Problem requirements
Only one number is wanted: the count of lines in the records below that hold the word "roads".
═════ The data ═════
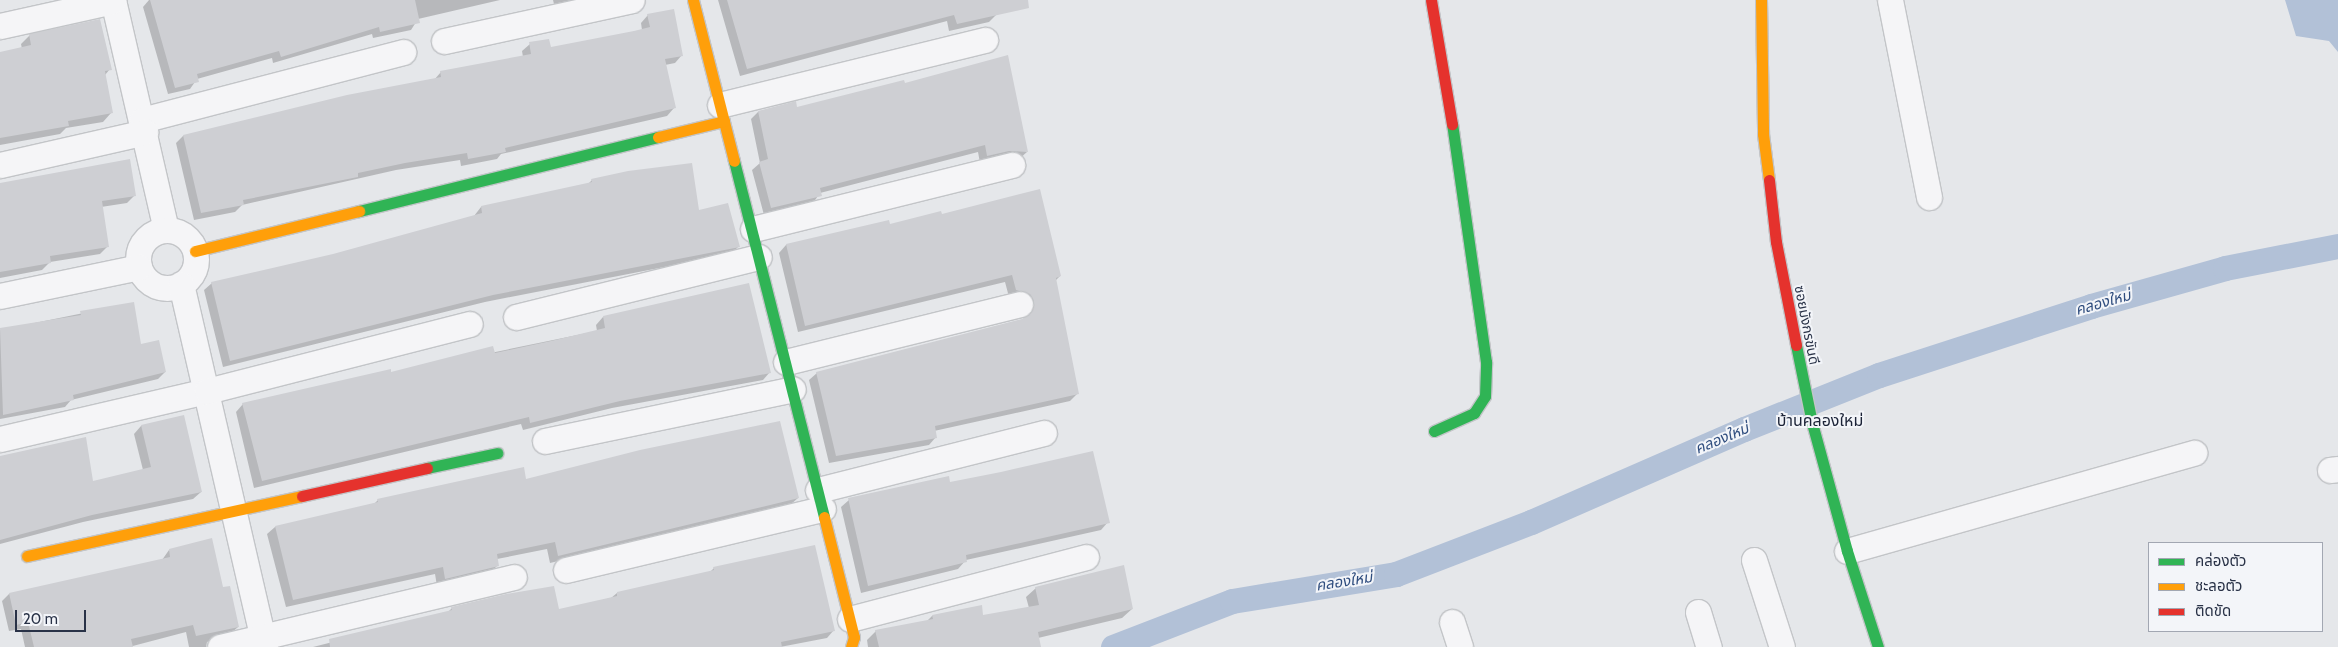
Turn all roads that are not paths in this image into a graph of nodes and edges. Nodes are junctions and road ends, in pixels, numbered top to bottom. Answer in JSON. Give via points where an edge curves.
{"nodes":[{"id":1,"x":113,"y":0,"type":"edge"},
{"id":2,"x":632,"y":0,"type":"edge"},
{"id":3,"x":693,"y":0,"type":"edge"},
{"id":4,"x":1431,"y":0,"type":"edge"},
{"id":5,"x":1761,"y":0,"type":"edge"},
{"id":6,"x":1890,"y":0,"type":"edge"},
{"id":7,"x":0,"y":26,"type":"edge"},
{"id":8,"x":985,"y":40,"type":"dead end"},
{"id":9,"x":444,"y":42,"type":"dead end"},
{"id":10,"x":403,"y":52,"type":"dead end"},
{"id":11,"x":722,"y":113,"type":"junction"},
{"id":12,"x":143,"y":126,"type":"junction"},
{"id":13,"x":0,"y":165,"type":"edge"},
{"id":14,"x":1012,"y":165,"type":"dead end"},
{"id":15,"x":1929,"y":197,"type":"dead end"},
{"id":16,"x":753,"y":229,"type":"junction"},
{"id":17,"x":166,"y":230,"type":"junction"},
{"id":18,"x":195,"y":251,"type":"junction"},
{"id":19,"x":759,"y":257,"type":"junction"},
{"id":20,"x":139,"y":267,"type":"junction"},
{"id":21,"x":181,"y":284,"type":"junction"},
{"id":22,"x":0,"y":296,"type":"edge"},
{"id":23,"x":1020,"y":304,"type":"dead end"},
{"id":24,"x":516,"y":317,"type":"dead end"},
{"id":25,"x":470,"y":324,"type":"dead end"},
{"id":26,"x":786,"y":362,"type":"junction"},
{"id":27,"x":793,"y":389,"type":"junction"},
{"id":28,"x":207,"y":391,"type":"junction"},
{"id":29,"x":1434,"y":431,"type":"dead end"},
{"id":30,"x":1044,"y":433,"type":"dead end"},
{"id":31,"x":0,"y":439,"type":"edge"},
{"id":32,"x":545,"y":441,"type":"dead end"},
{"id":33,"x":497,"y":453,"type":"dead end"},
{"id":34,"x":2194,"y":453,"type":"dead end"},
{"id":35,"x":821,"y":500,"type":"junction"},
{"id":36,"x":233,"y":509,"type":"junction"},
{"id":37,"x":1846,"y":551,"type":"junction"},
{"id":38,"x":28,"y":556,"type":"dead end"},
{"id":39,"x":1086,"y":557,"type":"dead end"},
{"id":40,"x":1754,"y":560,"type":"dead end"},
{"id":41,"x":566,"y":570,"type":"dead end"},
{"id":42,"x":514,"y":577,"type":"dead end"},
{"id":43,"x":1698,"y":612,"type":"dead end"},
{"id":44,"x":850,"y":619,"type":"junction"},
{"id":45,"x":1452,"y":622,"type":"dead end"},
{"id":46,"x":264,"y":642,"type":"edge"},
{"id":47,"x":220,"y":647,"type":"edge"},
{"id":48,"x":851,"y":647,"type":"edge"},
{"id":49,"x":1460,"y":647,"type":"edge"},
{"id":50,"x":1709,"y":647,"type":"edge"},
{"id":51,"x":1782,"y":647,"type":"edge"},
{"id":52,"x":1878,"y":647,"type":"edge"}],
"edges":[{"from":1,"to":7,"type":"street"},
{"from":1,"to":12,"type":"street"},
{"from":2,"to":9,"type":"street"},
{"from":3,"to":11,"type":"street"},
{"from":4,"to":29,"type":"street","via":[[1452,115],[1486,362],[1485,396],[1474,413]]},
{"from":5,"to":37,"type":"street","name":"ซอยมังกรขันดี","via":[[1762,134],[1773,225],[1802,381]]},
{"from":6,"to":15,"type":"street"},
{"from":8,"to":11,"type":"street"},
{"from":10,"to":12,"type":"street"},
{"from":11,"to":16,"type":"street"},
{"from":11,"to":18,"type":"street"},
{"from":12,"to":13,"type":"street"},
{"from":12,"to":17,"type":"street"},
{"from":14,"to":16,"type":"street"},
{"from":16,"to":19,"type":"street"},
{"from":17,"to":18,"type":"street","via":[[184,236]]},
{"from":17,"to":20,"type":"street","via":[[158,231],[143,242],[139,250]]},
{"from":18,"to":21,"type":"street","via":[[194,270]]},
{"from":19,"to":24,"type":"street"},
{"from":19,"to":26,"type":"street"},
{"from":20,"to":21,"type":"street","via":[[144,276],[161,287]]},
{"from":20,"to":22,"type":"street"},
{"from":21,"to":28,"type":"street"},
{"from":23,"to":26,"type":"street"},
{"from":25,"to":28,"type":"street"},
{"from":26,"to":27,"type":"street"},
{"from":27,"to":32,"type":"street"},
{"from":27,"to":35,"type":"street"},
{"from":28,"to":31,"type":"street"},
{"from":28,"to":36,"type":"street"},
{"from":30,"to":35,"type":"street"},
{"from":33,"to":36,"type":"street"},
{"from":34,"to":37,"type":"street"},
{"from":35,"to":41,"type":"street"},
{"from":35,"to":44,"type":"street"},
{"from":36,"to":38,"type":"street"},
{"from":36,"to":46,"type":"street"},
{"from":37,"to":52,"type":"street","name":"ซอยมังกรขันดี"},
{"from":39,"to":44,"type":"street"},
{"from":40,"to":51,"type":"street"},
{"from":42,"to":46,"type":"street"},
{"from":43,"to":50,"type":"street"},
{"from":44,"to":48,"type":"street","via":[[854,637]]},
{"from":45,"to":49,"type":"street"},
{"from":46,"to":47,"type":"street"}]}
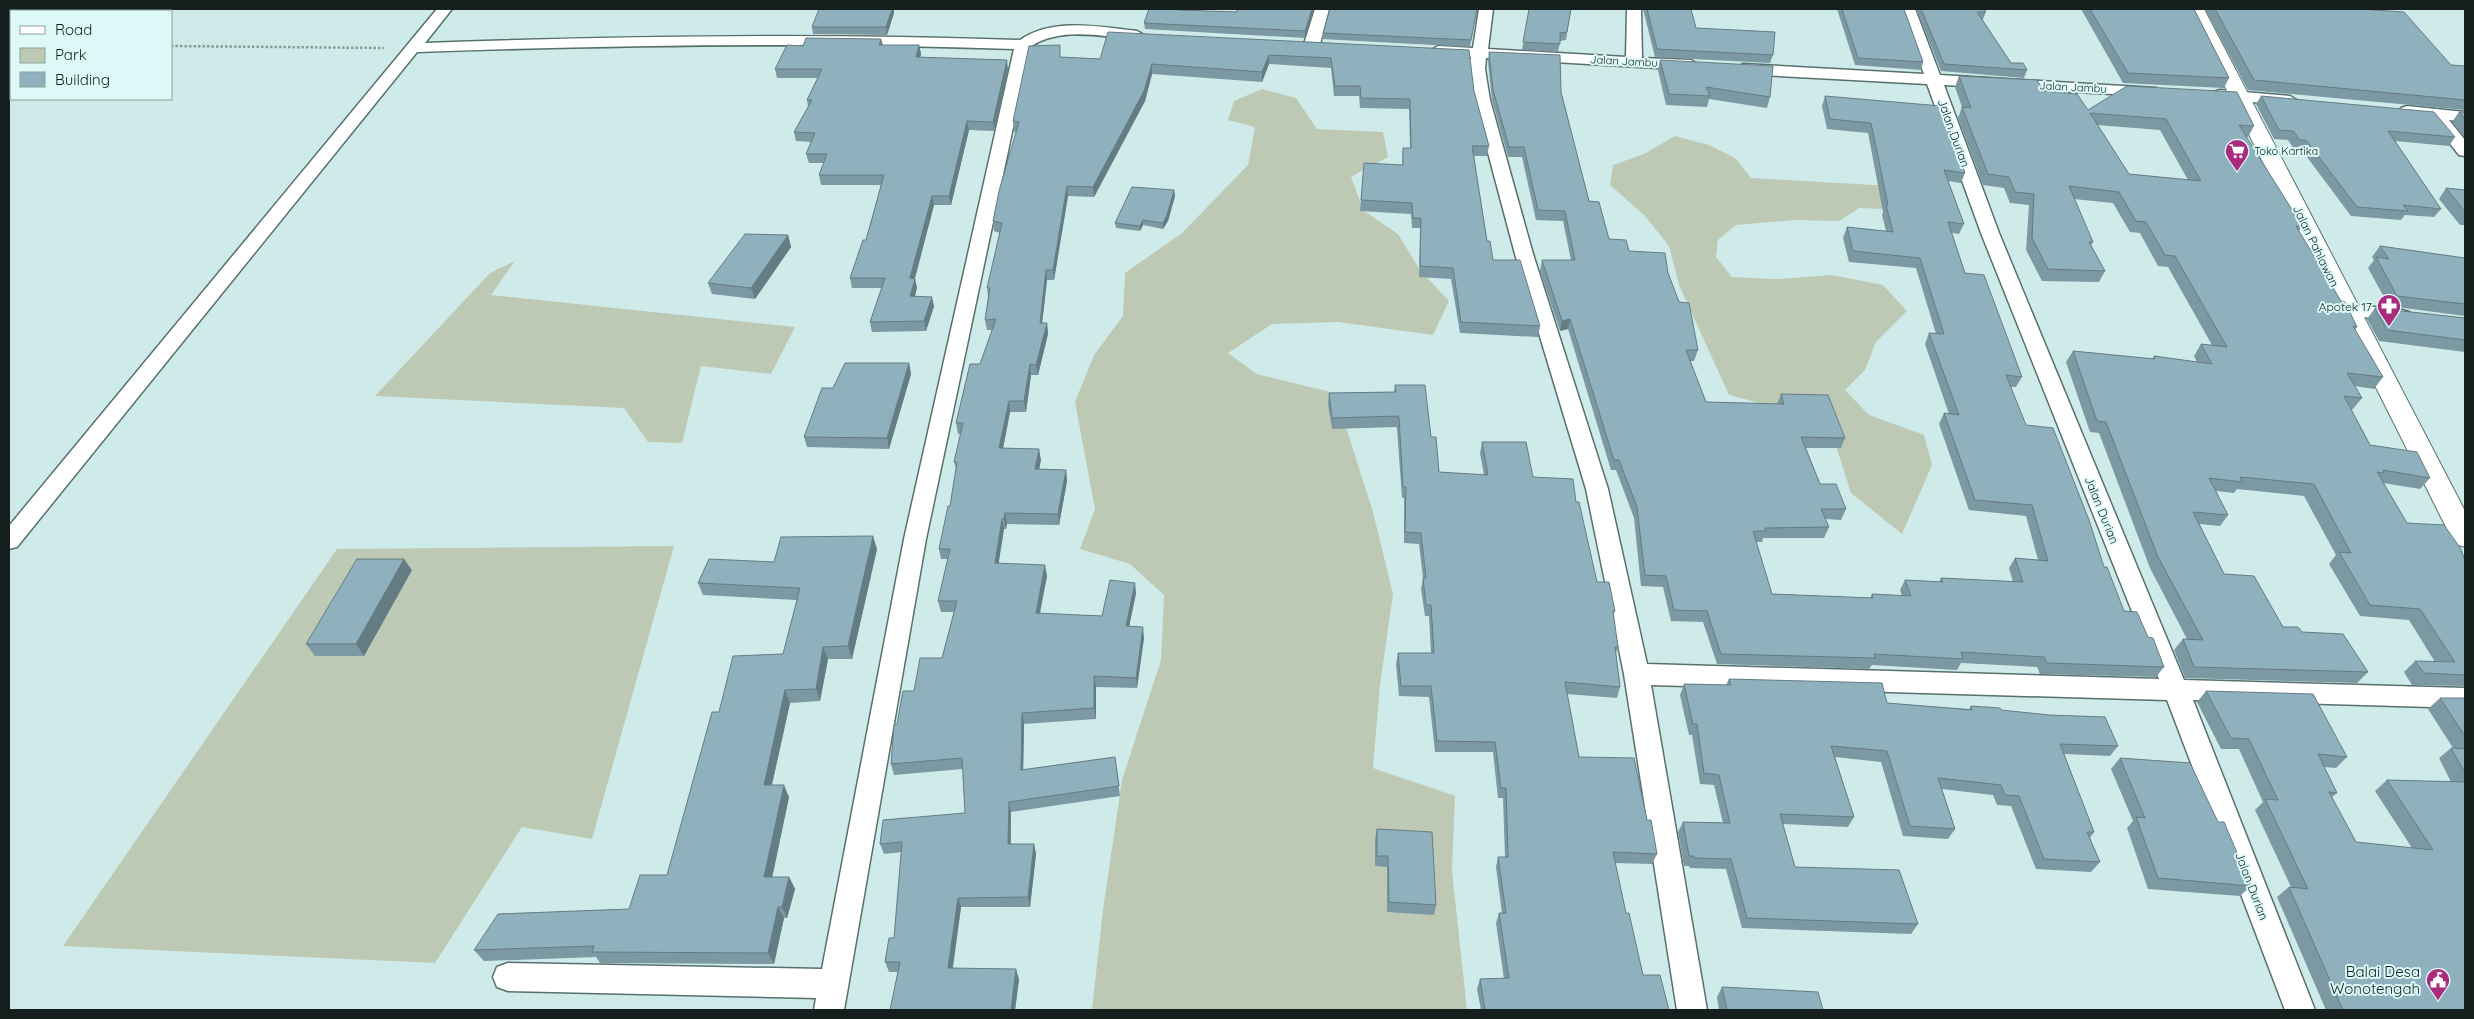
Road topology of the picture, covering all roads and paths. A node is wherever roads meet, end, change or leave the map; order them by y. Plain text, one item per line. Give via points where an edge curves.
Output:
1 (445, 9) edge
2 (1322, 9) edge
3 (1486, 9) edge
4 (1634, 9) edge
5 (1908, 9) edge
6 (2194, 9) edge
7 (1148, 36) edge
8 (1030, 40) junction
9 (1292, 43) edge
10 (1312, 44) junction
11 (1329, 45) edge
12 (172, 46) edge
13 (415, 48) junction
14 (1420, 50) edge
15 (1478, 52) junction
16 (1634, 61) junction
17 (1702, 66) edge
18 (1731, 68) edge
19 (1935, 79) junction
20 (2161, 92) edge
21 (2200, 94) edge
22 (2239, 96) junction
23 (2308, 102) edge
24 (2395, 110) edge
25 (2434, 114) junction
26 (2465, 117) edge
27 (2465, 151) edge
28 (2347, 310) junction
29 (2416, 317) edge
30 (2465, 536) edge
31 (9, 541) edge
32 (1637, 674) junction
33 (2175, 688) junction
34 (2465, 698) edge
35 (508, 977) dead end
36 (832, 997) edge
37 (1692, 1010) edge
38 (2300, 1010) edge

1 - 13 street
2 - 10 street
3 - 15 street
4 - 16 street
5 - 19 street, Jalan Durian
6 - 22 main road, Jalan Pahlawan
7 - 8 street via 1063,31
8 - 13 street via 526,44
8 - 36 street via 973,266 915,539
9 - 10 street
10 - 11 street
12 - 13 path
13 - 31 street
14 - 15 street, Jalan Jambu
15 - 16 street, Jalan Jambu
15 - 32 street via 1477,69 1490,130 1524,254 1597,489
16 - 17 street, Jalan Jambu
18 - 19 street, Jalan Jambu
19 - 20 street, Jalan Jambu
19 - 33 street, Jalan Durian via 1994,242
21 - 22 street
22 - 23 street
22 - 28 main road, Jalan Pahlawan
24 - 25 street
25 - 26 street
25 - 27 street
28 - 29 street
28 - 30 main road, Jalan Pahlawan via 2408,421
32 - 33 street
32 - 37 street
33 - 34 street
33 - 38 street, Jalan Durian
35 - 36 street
═════
═════ The data ═════
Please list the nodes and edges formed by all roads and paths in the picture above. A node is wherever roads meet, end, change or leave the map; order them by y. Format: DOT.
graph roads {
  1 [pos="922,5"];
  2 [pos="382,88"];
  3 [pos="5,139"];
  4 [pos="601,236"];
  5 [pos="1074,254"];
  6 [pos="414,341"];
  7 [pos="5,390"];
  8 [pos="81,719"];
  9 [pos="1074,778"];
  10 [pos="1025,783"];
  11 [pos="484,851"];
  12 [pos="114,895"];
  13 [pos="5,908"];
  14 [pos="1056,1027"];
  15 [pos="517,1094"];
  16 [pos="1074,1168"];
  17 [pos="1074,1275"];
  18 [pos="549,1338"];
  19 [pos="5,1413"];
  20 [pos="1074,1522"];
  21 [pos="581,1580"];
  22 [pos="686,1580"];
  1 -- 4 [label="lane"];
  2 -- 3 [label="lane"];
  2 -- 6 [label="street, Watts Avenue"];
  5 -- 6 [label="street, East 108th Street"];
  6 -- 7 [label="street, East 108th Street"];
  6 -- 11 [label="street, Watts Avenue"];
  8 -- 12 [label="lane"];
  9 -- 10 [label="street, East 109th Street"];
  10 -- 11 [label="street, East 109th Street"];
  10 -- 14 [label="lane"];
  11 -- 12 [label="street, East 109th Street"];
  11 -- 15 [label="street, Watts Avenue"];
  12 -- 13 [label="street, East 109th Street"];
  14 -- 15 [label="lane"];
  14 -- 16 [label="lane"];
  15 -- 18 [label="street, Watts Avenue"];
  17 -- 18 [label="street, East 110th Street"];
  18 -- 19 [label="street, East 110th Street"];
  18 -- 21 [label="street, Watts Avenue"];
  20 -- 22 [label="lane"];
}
═════
Output of the task
4